Anything from basic milestones to specialized skills like learning a sport or instrument tend to be on parents’ lists of things to teach their child. Yet, I rarely hear anyone talk about all the stuff that their children wish they would learn, which is fascinating, because believe me- that list is long!
First, the main thing to learn is that being open to learning from your child is the first step to building a bridge. Learning is a two-way street, and if you’re not learning from them, it is difficult for them to learn from you. Ask your child many questions and pay attention to the things they say and do. My son takes me by the hand when he wants me to follow him to his toys or to the kitchen. He also gets frustrated when he can’t communicate something important to me because he hasn’t learned the words yet.
Second, your kid probably wants you to understand that their mind works differently than yours. Yes, you might get upset when they spill their cup of milk all over the floor or throw a toy across the room at their sibling. Milk everywhere means you have extra cleaning to do, and toys that strike your other child means you’ve now let that sibling get hurt. It’s frustrating, I know. But to your kid, all he sees is that mom is mad. He doesn’t get that you want to control all his movements, because you can’t. If it were up to you, he would never throw anything or spill anything. But accidents happen, and boys don’t always understand that throwing things isn’t a safe way to play. Always be sure to explain why something is not allowed or why your child is in trouble or they will eventually just come to be scared of you. Even though they might equal obedience in the future, once they’re older, it really just leads to, “This is what I want to do and I no longer care that mom doesn’t approve” versus “I now understand that my mom didn’t want me to do that because of…”
Sometimes I also notice the skills I learn by interacting with my child: patience, creativity, courage, and critical thinking. When he’s crying and I don’t know how to stop it (or know that I can’t!), I don’t yell at the top of my lungs to block out the noise of his cries. I just hold him or speak to him and ask what I can do and reassure him that I’m here.
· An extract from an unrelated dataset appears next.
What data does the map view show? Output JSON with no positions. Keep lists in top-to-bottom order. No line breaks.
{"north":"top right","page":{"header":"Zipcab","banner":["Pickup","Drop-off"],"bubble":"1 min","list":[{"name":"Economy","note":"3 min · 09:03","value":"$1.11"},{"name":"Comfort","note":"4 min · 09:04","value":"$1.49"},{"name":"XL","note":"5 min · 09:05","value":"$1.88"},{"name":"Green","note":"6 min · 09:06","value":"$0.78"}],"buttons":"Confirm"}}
When he starts to pretend or involves our dogs in games, my living room becomes a haunted house or a jungle, and my imagination is happy to follow his lead. When I’m scared to talk to strangers for fear of what they might think of me, I see him approach their kids at the park and ask their name. He reminds me that nothing is really that scary. And when I am trying to figure out how to communicate something new to him, I have to think carefully about how to best explain it without hurting his feelings, confusing him more, or completely missing the point.
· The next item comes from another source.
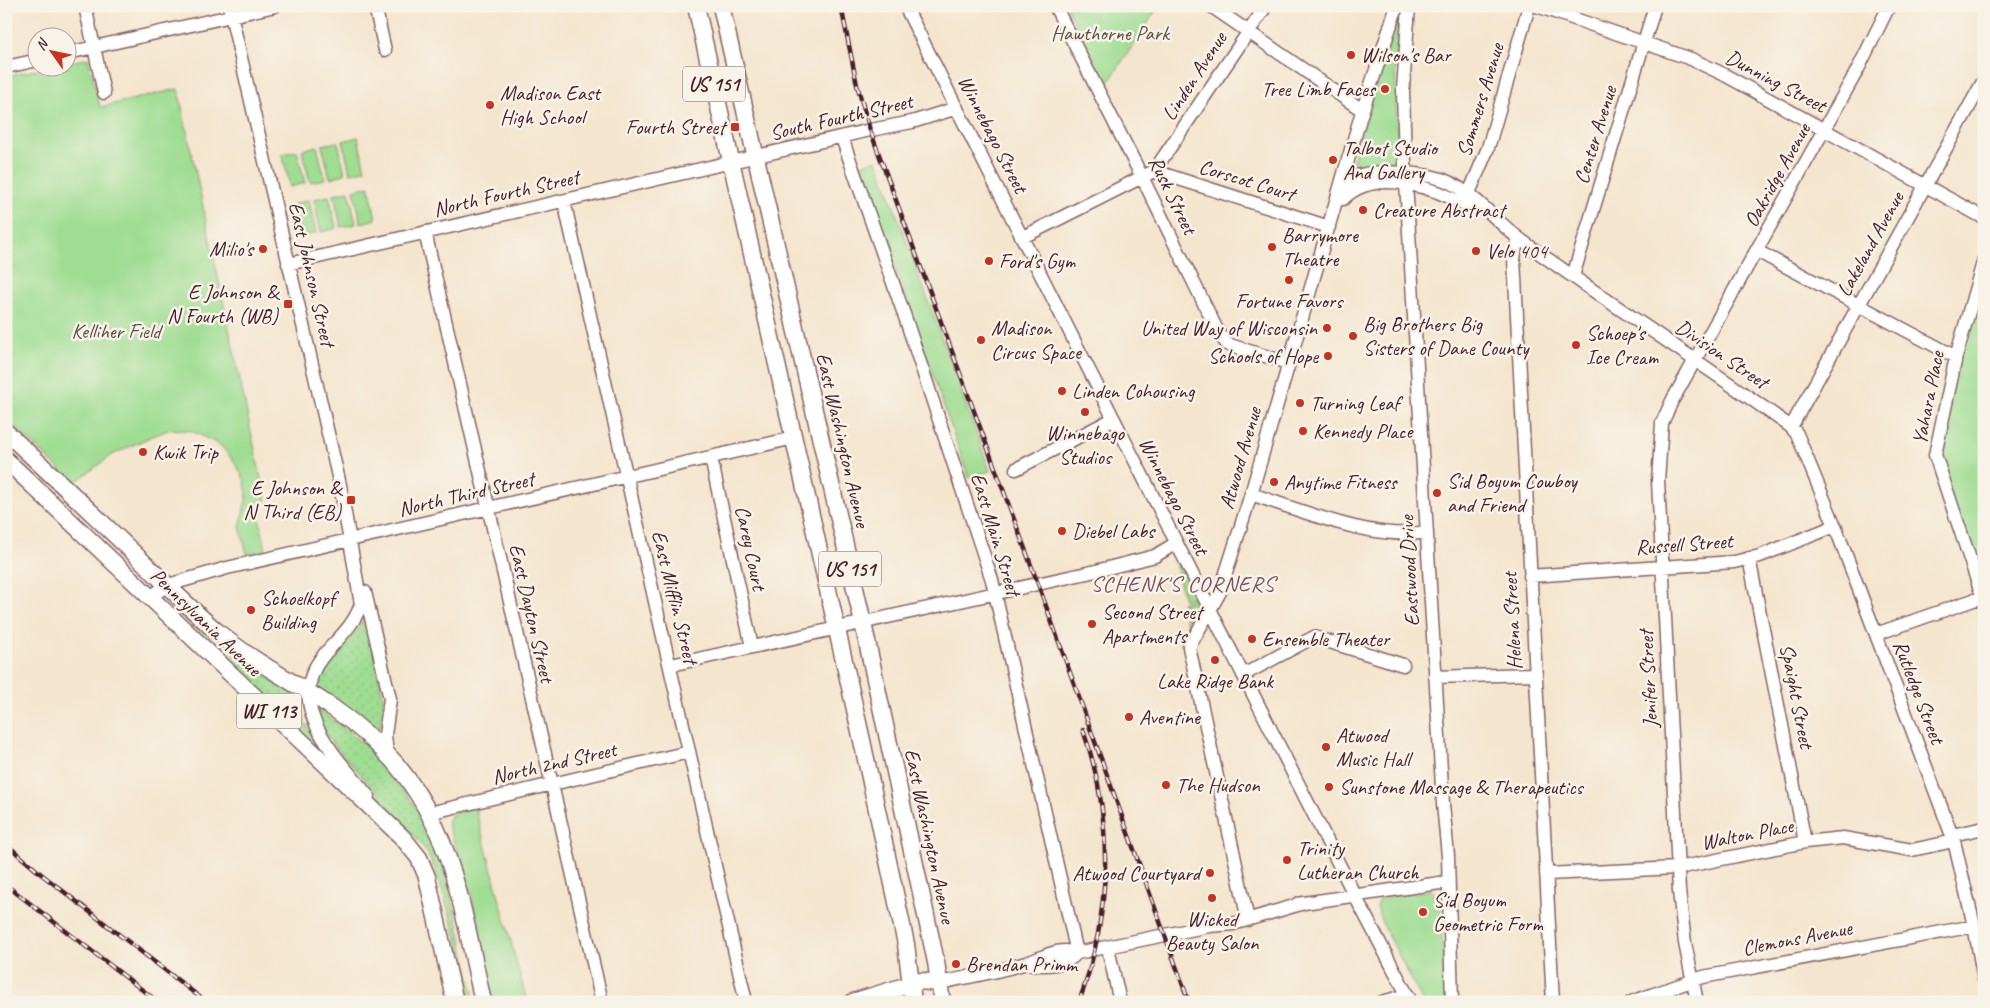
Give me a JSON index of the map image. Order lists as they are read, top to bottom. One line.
{"streets":{"main road":["US 151","East Washington Avenue","Pennsylvania Avenue","WI 113"],"street":["Linden Avenue","Dunning Street","Sommers Avenue","South Fourth Street","Winnebago Street","Center Avenue","Oakridge Avenue","Corscot Court","North Fourth Street","Rusk Street","Lakeland Avenue","East Johnson Street","Division Street","Yahara Place","Atwood Avenue","North Third Street","East Main Street","Russell Street","Carey Court","Eastwood Drive","East Mifflin Street","East Dayton Street","Helena Street","Jenifer Street","Rutledge Street","Spaight Street","North 2nd Street","Walton Place","Clemons Avenue"]},"crossings":[["Linden Avenue","Winnebago Street"],["Linden Avenue","Corscot Court"],["Linden Avenue","Rusk Street"],["Dunning Street","Center Avenue"],["Dunning Street","Oakridge Avenue"],["Dunning Street","Lakeland Avenue"],["US 151","South Fourth Street"],["US 151","North Fourth Street"],["US 151","North Third Street"],["Sommers Avenue","Division Street"],["South Fourth Street","Winnebago Street"],["South Fourth Street","North Fourth Street"],["South Fourth Street","East Washington Avenue"],["South Fourth Street","East Main Street"],["Winnebago Street","Atwood Avenue"],["Center Avenue","Division Street"],["Oakridge Avenue","Division Street"],["Oakridge Avenue","Jenifer Street"],["Corscot Court","Rusk Street"],["Corscot Court","Atwood Avenue"],["North Fourth Street","East Johnson Street"],["North Fourth Street","East Mifflin Street"],["North Fourth Street","East Dayton Street"],["Rusk Street","Atwood Avenue"],["Lakeland Avenue","Division Street"],["Lakeland Avenue","Rutledge Street"],["East Johnson Street","North Third Street"],["East Johnson Street","Pennsylvania Avenue"],["East Johnson Street","WI 113"],["Division Street","Atwood Avenue"],["Division Street","Eastwood Drive"],["Division Street","Helena Street"],["Division Street","Jenifer Street"],["Division Street","Rutledge Street"],["North Third Street","Carey Court"],["North Third Street","East Mifflin Street"],["North Third Street","East Dayton Street"],["North Third Street","Pennsylvania Avenue"],["Russell Street","Helena Street"],["Russell Street","Jenifer Street"],["Russell Street","Rutledge Street"],["Russell Street","Spaight Street"],["East Mifflin Street","North 2nd Street"],["East Dayton Street","North 2nd Street"],["Helena Street","Walton Place"],["Pennsylvania Avenue","WI 113"],["Jenifer Street","Walton Place"],["Jenifer Street","Clemons Avenue"],["Rutledge Street","Walton Place"],["Rutledge Street","Clemons Avenue"],["Spaight Street","Walton Place"],["WI 113","North 2nd Street"]],"districts":["SCHENK'S CORNERS"],"parks":["Hawthorne Park","Kelliher Field"],"places":{"other":["Wilson's Bar","Tree Limb Faces","Madison East High School","Talbot Studio And Gallery","Creature Abstract","Barrymore Theatre","Milio's","Velo 404","Ford's Gym","Fortune Favors","United Way of Wisconsin","Big Brothers Big Sisters of Dane County","Madison Circus Space","Schoep's Ice Cream","Schools of Hope","Linden Cohousing","Turning Leaf","Winnebago Studios","Kennedy Place","Kwik Trip","Anytime Fitness","Sid Boyum Cowboy and Friend","Diebel Labs","Schoelkopf Building","Second Street Apartments","Ensemble Theater","Lake Ridge Bank","Aventine","Atwood Music Hall","The Hudson","Sunstone Massage & Therapeutics","Trinity Lutheran Church","Atwood Courtyard","Wicked Beauty Salon","Sid Boyum Geometric Form","Brendan Primm"],"transit":["Fourth Street","E Johnson & N Fourth (WB)","E Johnson & N Third (EB)"]},"north":"top left"}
I could sit here and write all day about the small things I’ve noticed when I just sat and watched my child or tried to decipher all the ways in which he was trying to communicate to me, but I won’t. Each parent-child relationship is different because the individuals in those relationships are their own snowflake. All I can do is encourage you to take a step back from developing all these demands for your child and try to listen to what they want to teach you.